It is an exciting time right now to be building machine learning models. There have been awesome breakthroughs with deep learning, google has open sourced their internal machine learning tools, baidu is setting new records in voice recognition, and so many other innovations. I’ve been thinking a lot on how I would re-engineer our training systems for these computational models.
Currently machine learning models are trained by feeding in hand crafted training data where people painstakingly hand label lots of training data. This training data can be millions of pictures with captions written out, pictures of males versus females, pictures of dog versus non-dogs, etc. It is not just images, it can be any kind of data such as video and text.
Creating this data by hand is very painful and takes a lot of time and effort, some of these data sets required almost 10 years to build!!!!
More importantly, it is not how living organisms learn, let alone humans beings. We are not fed images and then something yells out the name of what is in the image for millions of pictures. We learn from interacting with our environment. The closer we build our machine learning models to learn like humans learn, the more progress we will make towards building intelligent computers. We need to train computers in an unsupervised setting where the computer can learn and interact with its environment.
A human baby starts learning everyday from the day its born, even while its in the womb. A baby’s eyes are constantly taking in images. The eye is processing about 10 “frames” per second due to saccades. So after 3 years, a baby has taken in approximately 8 hundred million images. calculated as (12 images * 3600 seconds per hour * 16 hours awake * 365 days * 3 years) via: https://en.wikipedia.org/wiki/Frame_rateif you wanted to train a computer with images today, there are a few data sets already on the internet such as image net,MNIST, and MSCOCO, among others.
The problem with static image training sets is that they contain only small snapshots of life: a picture of horses, a house, a beach,etc. But life includes all kinds of other concepts that can’t be captured in images. We need to train computers to understand concepts like “spilling a drink”, “helicopter landings”, “doggy paddling”, “returning a book”, “running in circles”,“shooting a basketball”,etc. These all require motion to understand what is going on. Images don’t capture the “full fidelity” of these situations, they are 2d snapshots , but we navigate the world in higher dimensions. We need a different system to capture data that has higher fidelity.
If you have a network of these robots, all the data could be collected to a central server to learn even faster.
To build this, we need actual hardware which can get expensive. Building the actual robot from scratch would be hard, I would build a prototype out of one of the many toy robots on the market. I would probably use something like the sphero, its cheap ($100), the mechanics on it seem simple, its just a ball! It has inductive charging and a SDK, but it doesn’t have cameras. I would not use the other robots with legs for the earlier versions as it make the hardware and software harder to deal with.
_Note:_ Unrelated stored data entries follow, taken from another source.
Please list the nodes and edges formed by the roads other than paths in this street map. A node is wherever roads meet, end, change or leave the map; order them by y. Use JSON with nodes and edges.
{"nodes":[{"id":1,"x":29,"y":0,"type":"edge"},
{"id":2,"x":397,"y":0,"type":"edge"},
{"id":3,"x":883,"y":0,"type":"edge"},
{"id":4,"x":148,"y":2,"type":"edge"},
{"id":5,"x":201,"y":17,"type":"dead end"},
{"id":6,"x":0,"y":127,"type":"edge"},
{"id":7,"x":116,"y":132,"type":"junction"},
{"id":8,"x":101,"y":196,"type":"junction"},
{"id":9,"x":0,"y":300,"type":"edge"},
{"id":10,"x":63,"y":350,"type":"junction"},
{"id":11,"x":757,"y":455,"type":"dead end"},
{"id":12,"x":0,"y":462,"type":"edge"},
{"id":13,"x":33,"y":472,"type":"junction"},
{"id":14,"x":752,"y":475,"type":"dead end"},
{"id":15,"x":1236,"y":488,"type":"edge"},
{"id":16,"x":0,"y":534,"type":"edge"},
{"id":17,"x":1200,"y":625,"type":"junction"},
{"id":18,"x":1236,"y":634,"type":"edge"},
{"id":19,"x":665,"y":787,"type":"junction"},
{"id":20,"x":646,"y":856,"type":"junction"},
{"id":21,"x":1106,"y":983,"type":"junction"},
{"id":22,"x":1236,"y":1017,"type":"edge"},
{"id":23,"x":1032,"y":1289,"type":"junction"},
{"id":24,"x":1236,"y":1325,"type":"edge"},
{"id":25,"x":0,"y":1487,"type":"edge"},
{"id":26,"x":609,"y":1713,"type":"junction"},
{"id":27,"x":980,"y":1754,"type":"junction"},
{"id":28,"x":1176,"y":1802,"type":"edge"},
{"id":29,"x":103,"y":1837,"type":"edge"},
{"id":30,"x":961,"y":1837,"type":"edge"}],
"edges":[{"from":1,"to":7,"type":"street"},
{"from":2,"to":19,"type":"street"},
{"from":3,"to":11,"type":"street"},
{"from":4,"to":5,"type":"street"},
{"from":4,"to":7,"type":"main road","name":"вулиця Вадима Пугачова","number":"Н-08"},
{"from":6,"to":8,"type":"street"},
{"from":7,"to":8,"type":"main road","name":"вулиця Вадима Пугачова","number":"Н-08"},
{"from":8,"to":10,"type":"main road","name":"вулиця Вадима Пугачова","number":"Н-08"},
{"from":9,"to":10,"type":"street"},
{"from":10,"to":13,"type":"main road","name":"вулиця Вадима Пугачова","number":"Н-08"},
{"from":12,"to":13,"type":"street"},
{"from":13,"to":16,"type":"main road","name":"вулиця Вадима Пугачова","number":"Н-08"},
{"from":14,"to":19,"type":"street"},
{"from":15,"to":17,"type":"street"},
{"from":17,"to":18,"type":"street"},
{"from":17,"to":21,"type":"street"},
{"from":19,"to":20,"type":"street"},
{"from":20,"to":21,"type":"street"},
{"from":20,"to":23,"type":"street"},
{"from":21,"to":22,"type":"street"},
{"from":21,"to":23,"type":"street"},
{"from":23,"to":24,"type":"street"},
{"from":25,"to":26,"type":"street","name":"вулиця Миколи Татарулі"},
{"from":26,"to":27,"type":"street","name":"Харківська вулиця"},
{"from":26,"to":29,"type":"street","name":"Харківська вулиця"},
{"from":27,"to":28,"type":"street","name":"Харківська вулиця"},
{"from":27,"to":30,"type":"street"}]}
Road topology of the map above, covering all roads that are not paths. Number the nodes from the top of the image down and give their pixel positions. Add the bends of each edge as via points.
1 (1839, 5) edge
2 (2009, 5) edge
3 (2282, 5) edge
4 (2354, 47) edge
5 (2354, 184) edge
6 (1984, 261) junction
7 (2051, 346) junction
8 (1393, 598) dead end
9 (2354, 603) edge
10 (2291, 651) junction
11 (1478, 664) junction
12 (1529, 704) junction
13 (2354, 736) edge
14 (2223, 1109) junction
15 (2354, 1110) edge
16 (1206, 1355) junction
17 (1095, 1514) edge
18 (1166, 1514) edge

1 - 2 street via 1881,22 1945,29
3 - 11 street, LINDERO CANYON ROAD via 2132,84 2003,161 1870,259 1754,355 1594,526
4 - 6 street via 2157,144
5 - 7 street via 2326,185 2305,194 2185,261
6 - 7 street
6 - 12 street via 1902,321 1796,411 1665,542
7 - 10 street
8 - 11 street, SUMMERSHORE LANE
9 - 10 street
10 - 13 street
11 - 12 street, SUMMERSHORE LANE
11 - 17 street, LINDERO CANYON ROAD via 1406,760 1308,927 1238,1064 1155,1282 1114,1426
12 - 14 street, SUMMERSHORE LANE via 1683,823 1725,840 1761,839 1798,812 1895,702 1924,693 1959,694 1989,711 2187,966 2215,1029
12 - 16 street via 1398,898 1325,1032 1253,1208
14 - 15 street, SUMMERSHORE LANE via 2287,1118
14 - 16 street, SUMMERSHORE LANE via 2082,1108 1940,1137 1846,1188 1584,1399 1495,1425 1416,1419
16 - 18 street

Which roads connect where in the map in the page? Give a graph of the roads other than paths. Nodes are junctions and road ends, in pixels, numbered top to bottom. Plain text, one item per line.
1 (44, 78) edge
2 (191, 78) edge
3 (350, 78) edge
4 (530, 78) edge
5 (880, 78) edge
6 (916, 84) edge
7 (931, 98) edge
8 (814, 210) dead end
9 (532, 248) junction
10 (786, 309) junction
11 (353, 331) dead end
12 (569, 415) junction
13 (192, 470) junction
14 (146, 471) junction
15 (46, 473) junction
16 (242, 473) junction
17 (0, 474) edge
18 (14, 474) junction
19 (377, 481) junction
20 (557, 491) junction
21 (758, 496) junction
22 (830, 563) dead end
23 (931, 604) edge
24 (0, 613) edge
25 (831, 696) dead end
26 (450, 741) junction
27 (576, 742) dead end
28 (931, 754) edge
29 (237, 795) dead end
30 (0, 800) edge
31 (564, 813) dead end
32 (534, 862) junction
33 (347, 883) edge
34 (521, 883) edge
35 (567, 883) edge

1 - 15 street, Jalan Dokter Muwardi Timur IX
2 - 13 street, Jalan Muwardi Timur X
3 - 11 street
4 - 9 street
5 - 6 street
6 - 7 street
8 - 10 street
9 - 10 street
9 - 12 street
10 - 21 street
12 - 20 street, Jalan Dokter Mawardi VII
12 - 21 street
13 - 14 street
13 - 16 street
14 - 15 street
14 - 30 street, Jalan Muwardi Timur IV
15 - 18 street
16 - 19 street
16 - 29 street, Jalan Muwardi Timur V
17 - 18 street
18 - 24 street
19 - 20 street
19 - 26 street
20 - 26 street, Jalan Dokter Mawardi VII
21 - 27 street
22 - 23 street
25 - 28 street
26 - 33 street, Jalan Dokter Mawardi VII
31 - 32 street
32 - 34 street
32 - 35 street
We need video cameras and microphones that it would use for navigation and data input. Most modern video cameras capture around 30 to 60 frames per second, which is more than a human baby captures. There would need to be server nearby that would store all the sensory input data for processing. This system would be analogous to “a brain in a vat”. A wireless data transmission system would be required, I’m not sure if wifi latency is low enough to allow for this realtime communication. Normally the robot would transmit all the input to a local computer , but if its out of reach of the server, it needs to be able to store data on its internal system for later processing. The local server would need to have high end GPU cards to process the data and build up the data model. There would need to be some kind of basic speaker on it so that it could “speak” and transmit sound. I bet that some robot like this already exists, the software is the key piece that is missing though.
The learning algorithm would need to be some kind of online realtime learning algorithm that allowed the robot to process data in realtime. Current algorithms that could be used for the base of this system would probably consist of reinforcement learning algorithms such as Q-learning.
The system would need a voice recognition system prebuilt and trained so that it could ingest all the words being said so taht it could associate it with the video it is seeing. The voice recognition system would improve over time with the more data it collected. The system would learn audio commands that you would say to it to tell it to focus on certain concepts to learn about.